AI Paper Impact Predictor

Predicting whether an AI research paper will become highly cited using machine learning and metadata available at publication time.

Overview

This project builds a machine learning pipeline to predict whether an AI research paper will become highly cited — defined as reaching the top 10% of citations within its subfield and year (OpenAlex benchmark definition).

The dataset contains ~293,000 AI research papers published between 2015–2024, pulled from the OpenAlex API across 10 topics in the Artificial Intelligence subfield. The model uses only metadata available at publication time — no full text, no citation history, no author reputation scores required.

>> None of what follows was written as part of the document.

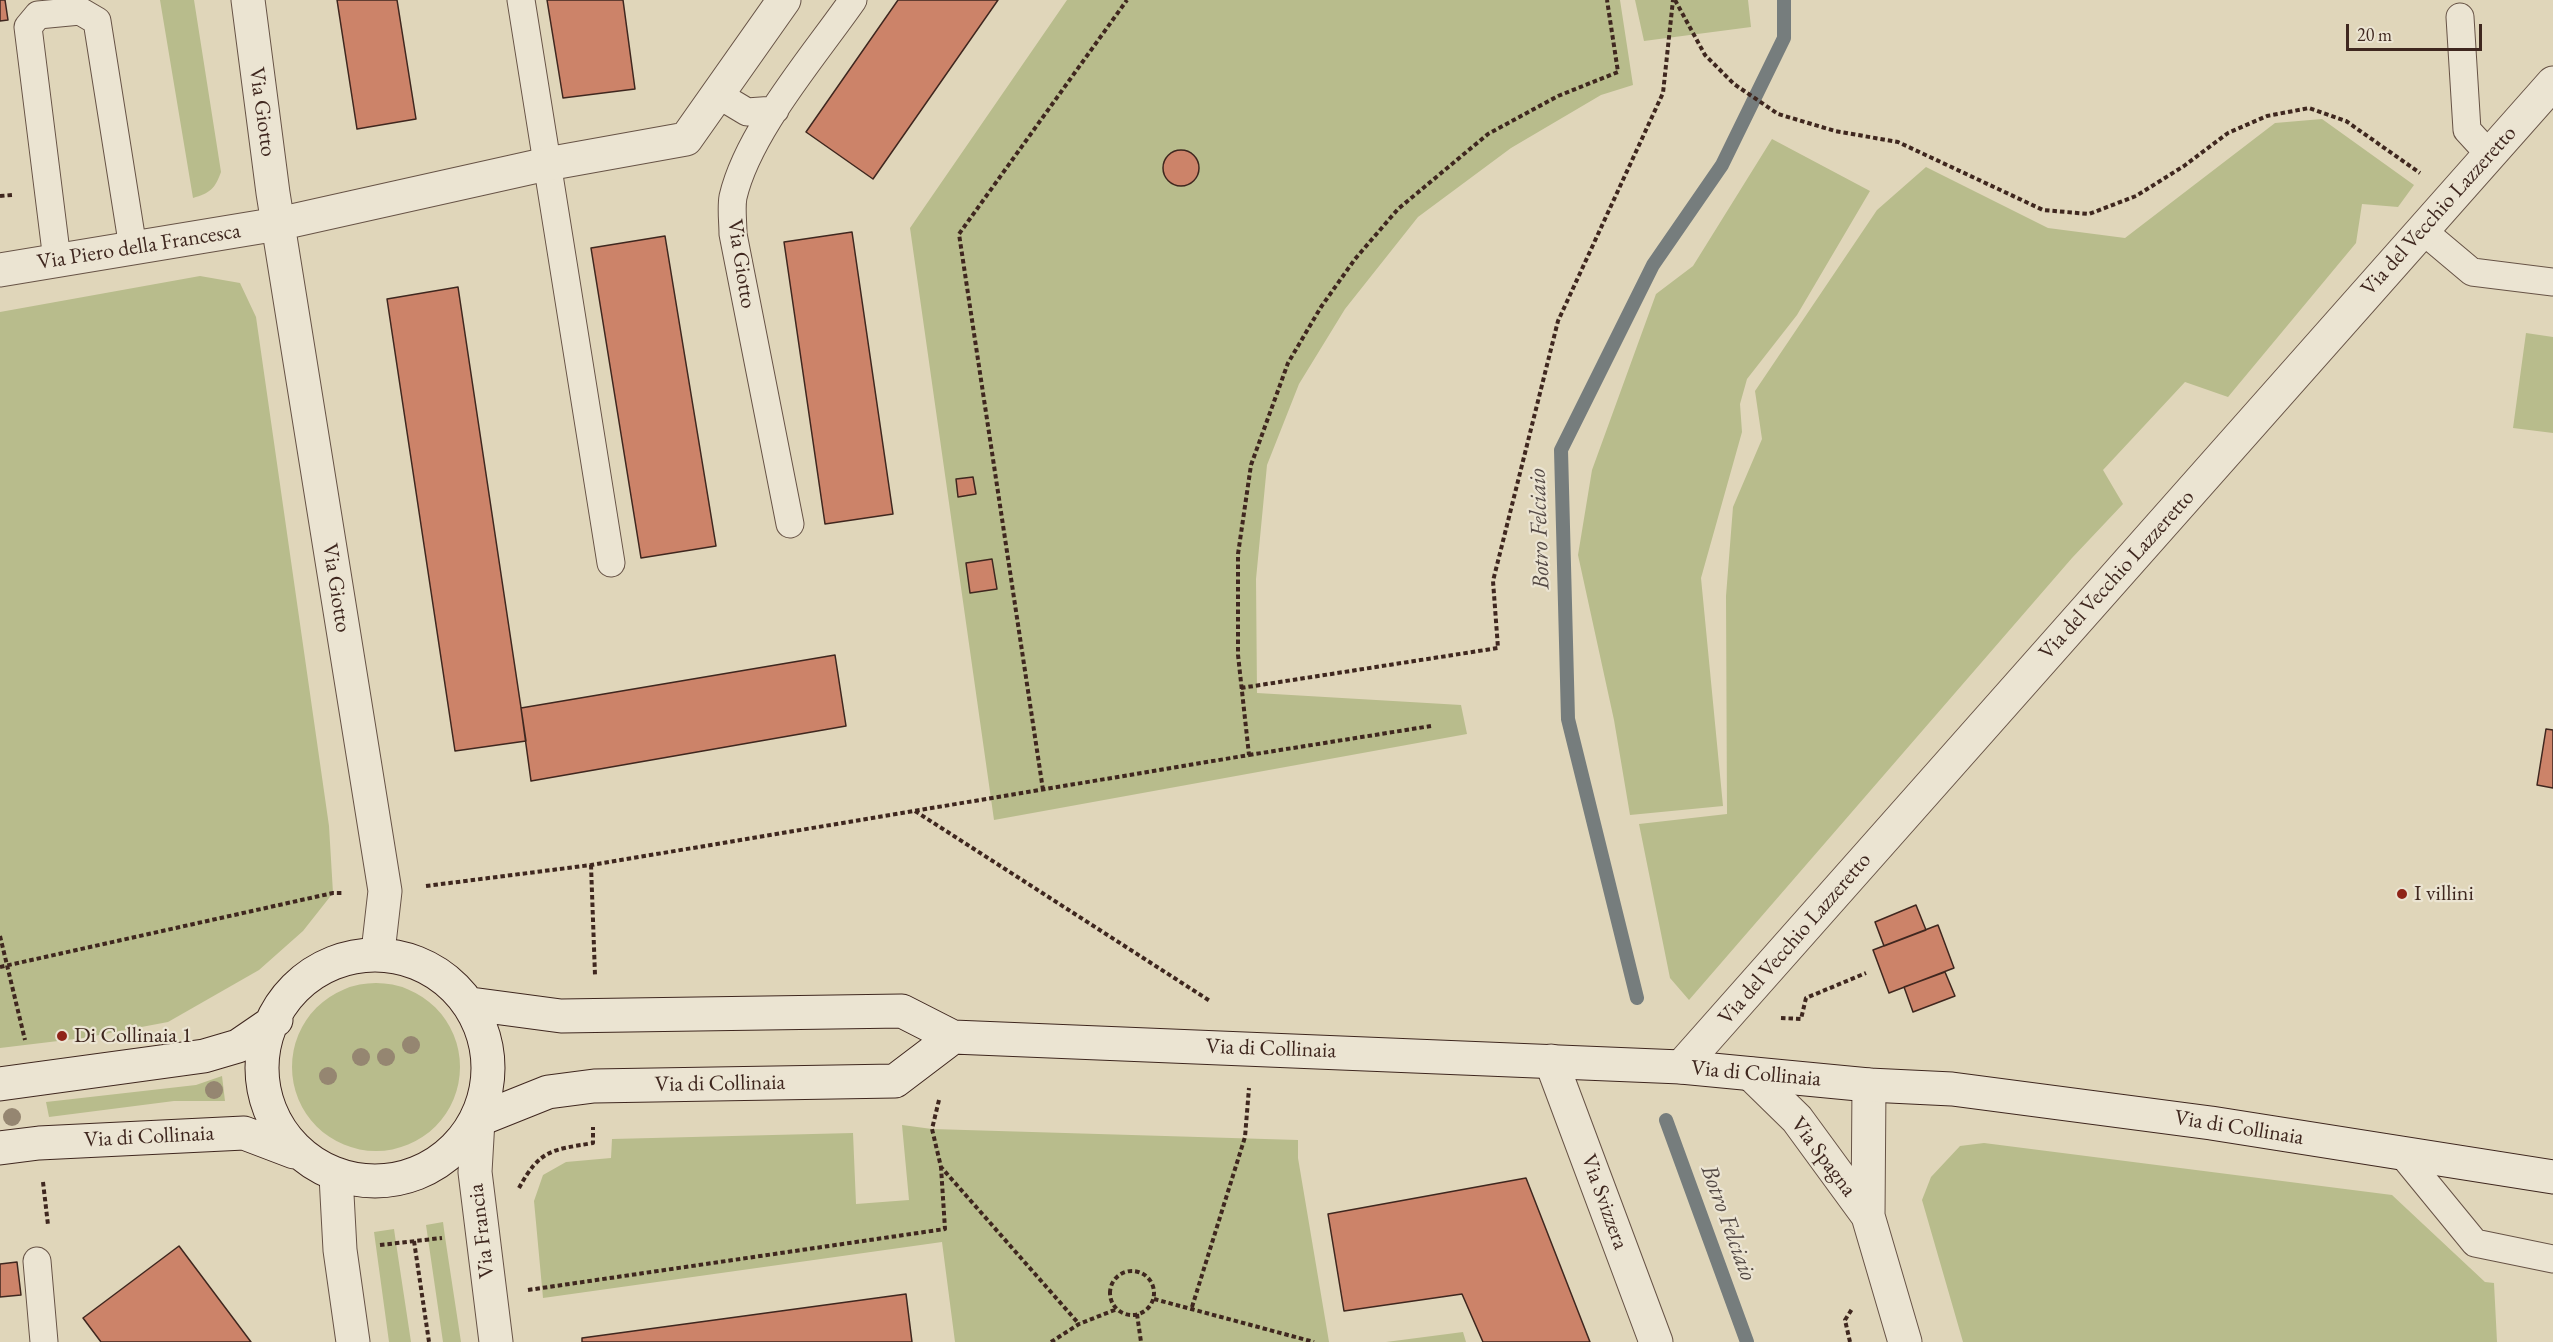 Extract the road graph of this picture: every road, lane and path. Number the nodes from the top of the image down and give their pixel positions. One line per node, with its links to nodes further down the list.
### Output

This is a screening tool, not a decision maker. It is designed to help publishers, funders and universities prioritise which papers to review first — not to determine whether a paper is good or bad.

The Problem

Academic publishers, research funders and universities spend millions deciding which research fields to invest in — launching new journals, allocating grants, building research labs. These are long-term strategic decisions made largely reactively, based on citation trends that are already visible. By the time a field is obviously growing, the first-mover advantage is gone.

According to the Stanford AI Index 2025, there were 242,000 AI publications in computer science in 2023 alone — 2.5× more than in 2013. Finding the papers that genuinely matter is getting harder every year.

The Solution

A machine learning model that predicts citation impact at the moment of publication — before any citations exist. Given 14 metadata inputs available at submission time, the model returns a probability score and an explanation of which features drove the prediction.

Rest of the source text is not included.